SOURCE MATERIAL:
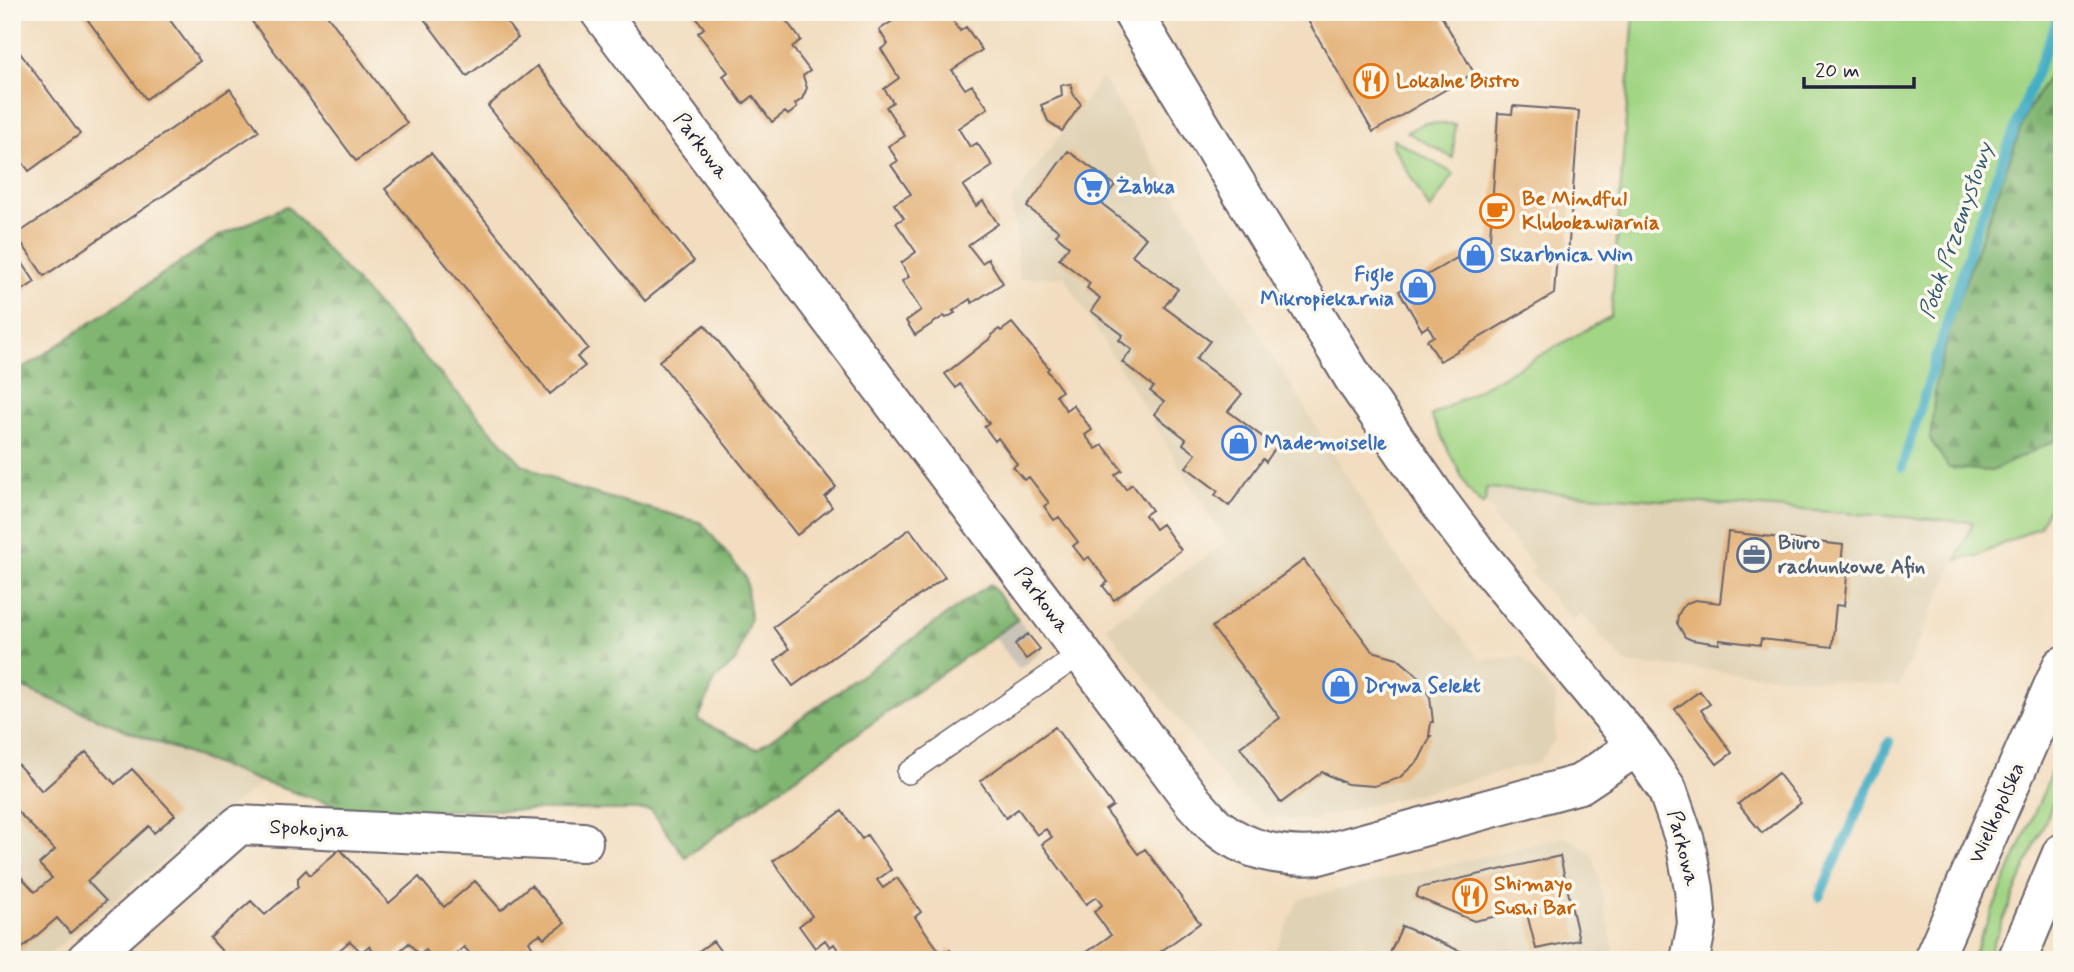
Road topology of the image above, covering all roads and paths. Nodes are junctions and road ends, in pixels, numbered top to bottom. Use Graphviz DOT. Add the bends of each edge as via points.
graph roads {
  1 [pos="600,12"];
  2 [pos="1132,12"];
  3 [pos="1082,653"];
  4 [pos="2062,666"];
  5 [pos="1637,746"];
  6 [pos="908,773"];
  7 [pos="583,842"];
  8 [pos="2062,853"];
  9 [pos="86,960"];
  10 [pos="1690,960"];
  11 [pos="1933,960"];
  12 [pos="2017,960"];
  1 -- 3 [label="street, Parkowa"];
  2 -- 5 [label="street, Parkowa" via="1393,436 1474,549"];
  3 -- 5 [label="street, Parkowa" via="1194,803 1219,829 1277,854 1296,857 1341,850 1580,784"];
  3 -- 6 [label="lane"];
  4 -- 11 [label="street, Wielkopolska"];
  5 -- 10 [label="street, Parkowa" via="1667,789 1685,841 1697,924"];
  7 -- 9 [label="street, Spokojna" via="239,825"];
  8 -- 12 [label="street"];
}
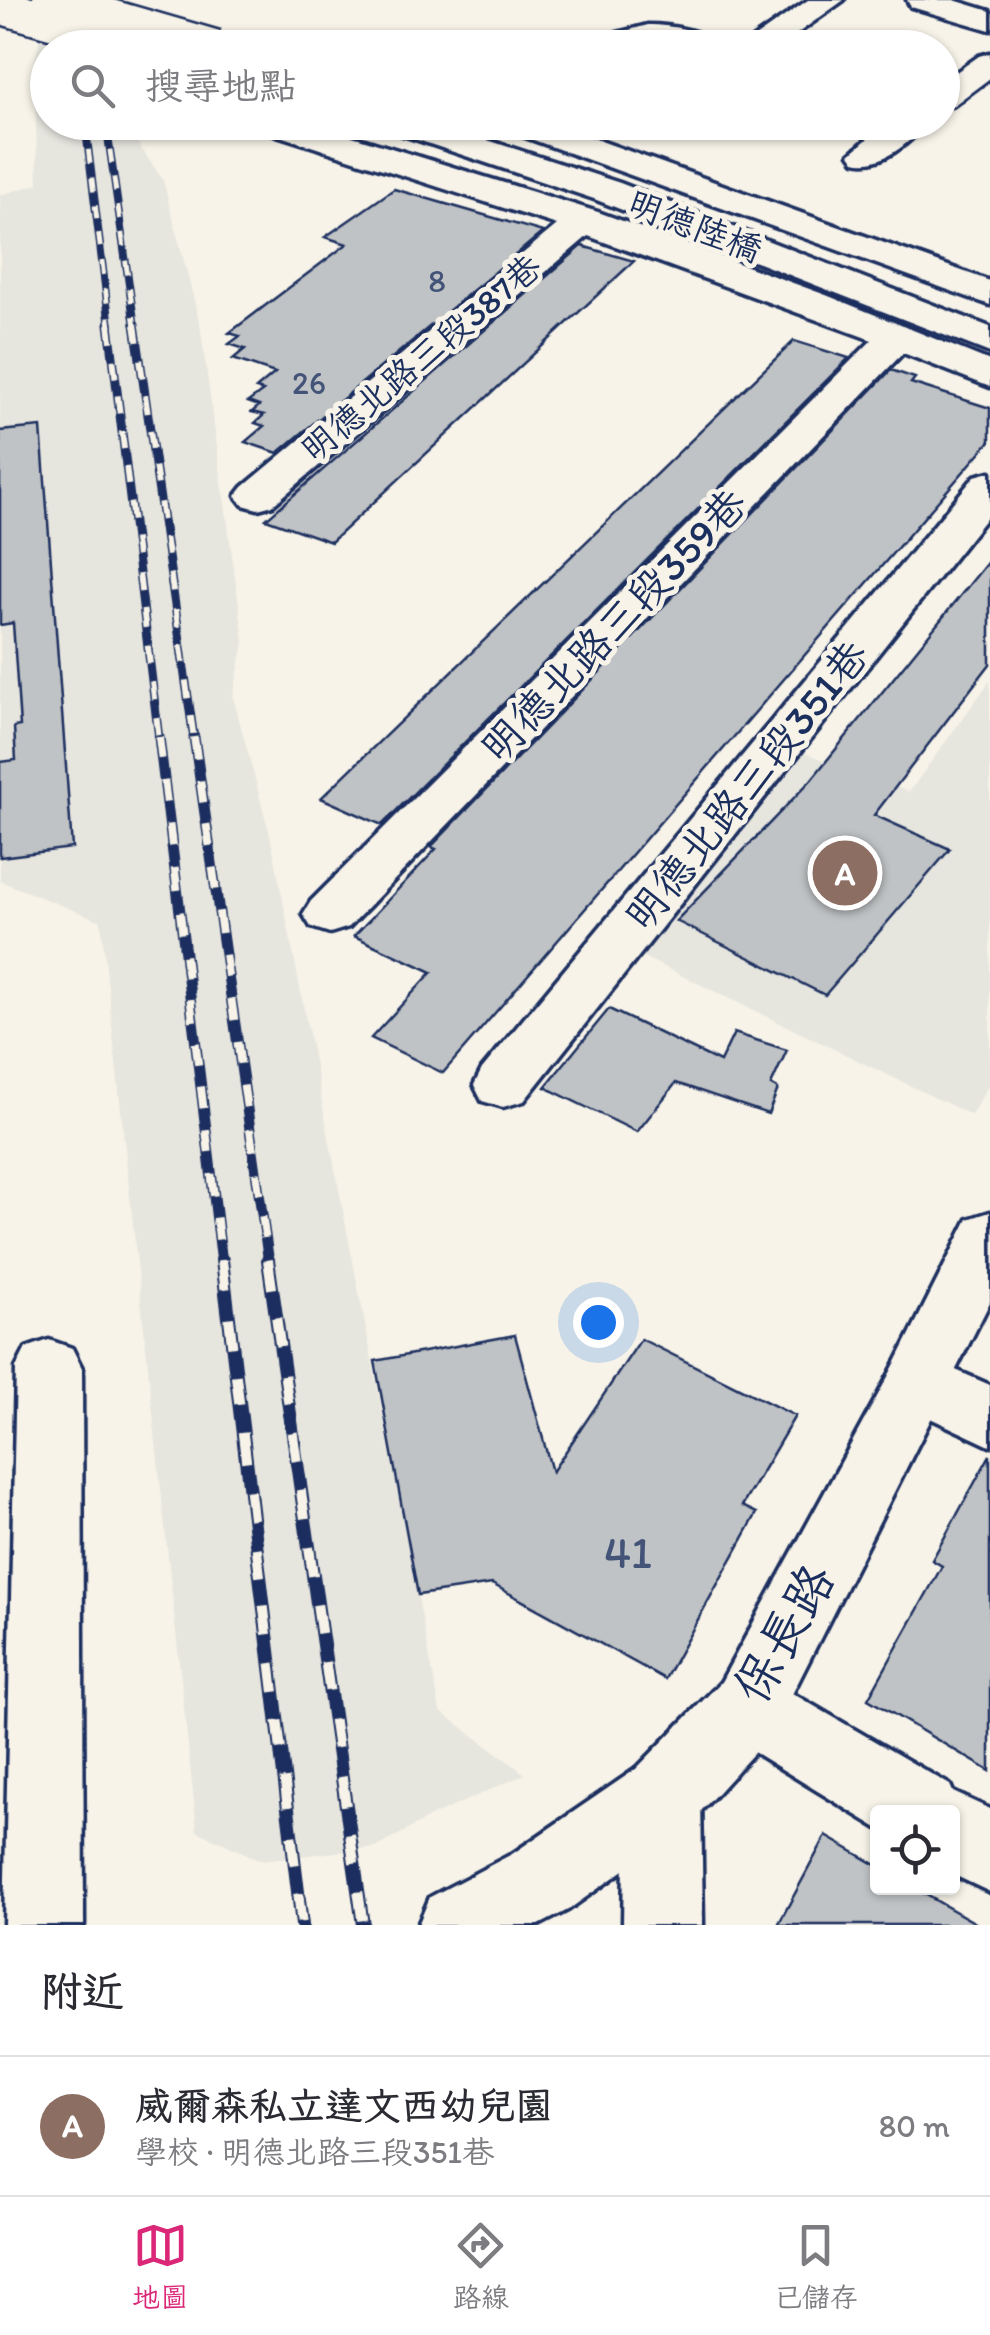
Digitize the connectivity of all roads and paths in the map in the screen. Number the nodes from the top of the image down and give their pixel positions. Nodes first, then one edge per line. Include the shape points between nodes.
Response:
1 (50, 0) edge
2 (830, 0) edge
3 (922, 0) edge
4 (0, 6) edge
5 (990, 22) edge
6 (83, 30) edge
7 (154, 30) edge
8 (783, 30) edge
9 (990, 63) edge
10 (960, 85) edge
11 (328, 140) edge
12 (451, 140) edge
13 (524, 140) edge
14 (607, 140) edge
15 (886, 140) edge
16 (867, 154) dead end
17 (584, 220) junction
18 (990, 294) edge
19 (990, 318) edge
20 (897, 337) junction
21 (990, 341) edge
22 (990, 375) edge
23 (990, 485) edge
24 (258, 496) dead end
25 (330, 914) dead end
26 (503, 1085) dead end
27 (990, 1237) edge
28 (49, 1368) dead end
29 (920, 1382) junction
30 (990, 1417) edge
31 (747, 1707) junction
32 (663, 1796) junction
33 (911, 1805) edge
34 (960, 1835) edge
35 (990, 1853) edge
36 (44, 1925) edge
37 (458, 1925) edge
38 (663, 1925) edge

1 - 7 street, bridge
2 - 8 street
3 - 5 street
4 - 6 street, bridge
9 - 10 street
11 - 17 street
12 - 21 street, 明德陸橋 via 607,192
13 - 19 street, 明德陸橋
14 - 18 street
15 - 16 street
17 - 20 street
17 - 24 street, 明德北路三段387巷
20 - 22 street
20 - 25 street, 明德北路三段359巷
23 - 26 street, 明德北路三段351巷
27 - 29 street, 保長路
28 - 36 street
29 - 30 street
29 - 31 street, 保長路
31 - 32 street, 保長路
31 - 33 street
32 - 37 street, 保長路 via 540,1882
32 - 38 street
34 - 35 street

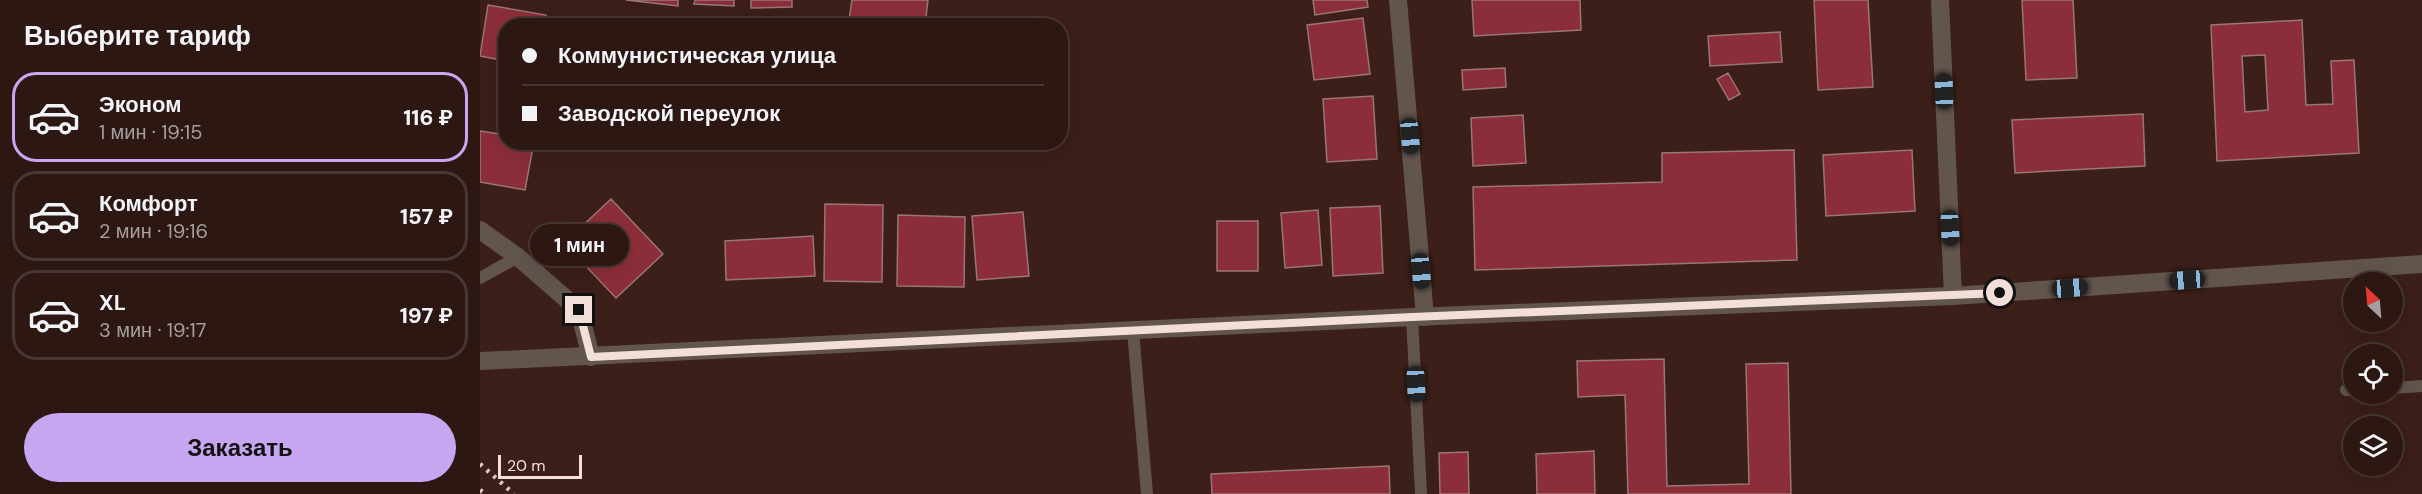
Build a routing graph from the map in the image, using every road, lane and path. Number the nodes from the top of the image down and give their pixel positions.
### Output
1 (1398, 0) edge
2 (1940, 0) edge
3 (480, 230) edge
4 (518, 256) junction
5 (2422, 264) edge
6 (480, 278) edge
7 (1953, 296) junction
8 (1419, 317) junction
9 (1133, 331) junction
10 (591, 357) junction
11 (480, 361) edge
12 (2422, 386) edge
13 (2403, 387) edge
14 (1147, 494) edge
15 (1421, 494) edge

1 - 8 street
2 - 7 street
3 - 4 street
4 - 6 lane
4 - 10 street
5 - 7 street
7 - 8 street
8 - 9 street
8 - 15 lane
9 - 10 street
9 - 14 lane
10 - 11 street
12 - 13 lane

TASK DETAILS: Establish how many lines of the material above hold the word "from". Nothing but the count should be returned.

RESPONSE TO THE TASK: 2